Antisemitism on Twitter: A Dataset for Machine Learning and Text Analytics
- 1. Indiana University Bloomington
- 2. Technical University Berlin
Description
Dataset from the Institute for the Study of Contemporary Antisemitism (ISCA) at Indiana University:
The Social Media & Hate research lab at the Institute for the Study of Contemporary Antisemitism compiled this dataset using an annotation portal (Jikeli, Soemer, and Karali 2024), which was used to label tweets as either antisemitic or non-antisemitic, among other labels. Note that annotation was done on live data, including images and context, such as threads. All data was annotated by two experts, and all discrepancies were discussed (Jikeli et al. 2023).
Content:
This dataset contains 11311 tweets covering a wide range of topics common in conversations about Jews, Israel, and antisemitism between January 2019 and April 2023. The dataset consists of random samples of relevant keywords during this time period. 1,953 tweets (17%) are antisemitic according to the IHRA definition of antisemitism.
The distribution of tweets by year is as follows: 1499 (13%) from 2019, 3712 (33%) from 2020, 2591 (23%) from 2021, 2644 from 2022 (23%) and 865 (8%) from 2023. 6365 (56%) contain the keyword "Jews," 4134 (37%) include "Israel," 529 (5%) feature the derogatory term "ZioNazi*," and 283 (3%) use the slur "K---s." Some tweets may contain multiple keywords.
725 out of the 6365 tweets with the keyword "Jews" (11%) and 664 out of the 4134 tweets with the keyword "Israel" (16%) were classified as antisemitic. 97 out of the 283 tweets using the antisemitic slur "K---s" (34%) are antisemitic. Interestingly, many tweets featuring the slur "K---s" actually call out its use. In contrast, the majority of tweets using the derogatory term "ZioNazi*" are antisemitic, with 467 out of 529 (88%) being classified as such.
File Description:
The dataset is provided in a csv file format, with each row representing a single message, including replies, quotes, and retweets.
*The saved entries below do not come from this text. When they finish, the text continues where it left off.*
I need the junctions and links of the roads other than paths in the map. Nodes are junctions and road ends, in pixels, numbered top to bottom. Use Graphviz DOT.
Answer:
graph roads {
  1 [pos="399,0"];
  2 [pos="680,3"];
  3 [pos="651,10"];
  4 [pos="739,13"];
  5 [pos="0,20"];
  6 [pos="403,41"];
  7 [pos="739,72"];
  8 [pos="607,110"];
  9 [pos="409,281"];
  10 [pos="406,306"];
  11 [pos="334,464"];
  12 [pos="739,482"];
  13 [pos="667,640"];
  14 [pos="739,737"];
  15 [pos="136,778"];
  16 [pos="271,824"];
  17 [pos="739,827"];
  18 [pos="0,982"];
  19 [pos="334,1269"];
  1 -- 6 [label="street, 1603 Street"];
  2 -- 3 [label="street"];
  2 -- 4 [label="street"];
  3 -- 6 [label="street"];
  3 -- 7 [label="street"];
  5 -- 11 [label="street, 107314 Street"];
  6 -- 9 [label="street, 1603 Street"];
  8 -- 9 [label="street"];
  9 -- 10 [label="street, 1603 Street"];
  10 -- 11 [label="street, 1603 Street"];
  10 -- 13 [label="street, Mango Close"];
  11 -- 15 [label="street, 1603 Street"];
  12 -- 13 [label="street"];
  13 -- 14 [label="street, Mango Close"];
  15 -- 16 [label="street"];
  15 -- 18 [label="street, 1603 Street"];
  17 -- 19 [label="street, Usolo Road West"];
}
The file contains the following columns:
‘ID’: Represents the tweet ID.
‘Username’: Represents the username that posted the tweet.
‘Text’: Represents the full text of the tweet (not pre-processed).
‘CreateDate’: Represents the date on which the tweet was created.
‘Biased’: Represents the label given by our annotations as to whether the tweet is antisemitic or not.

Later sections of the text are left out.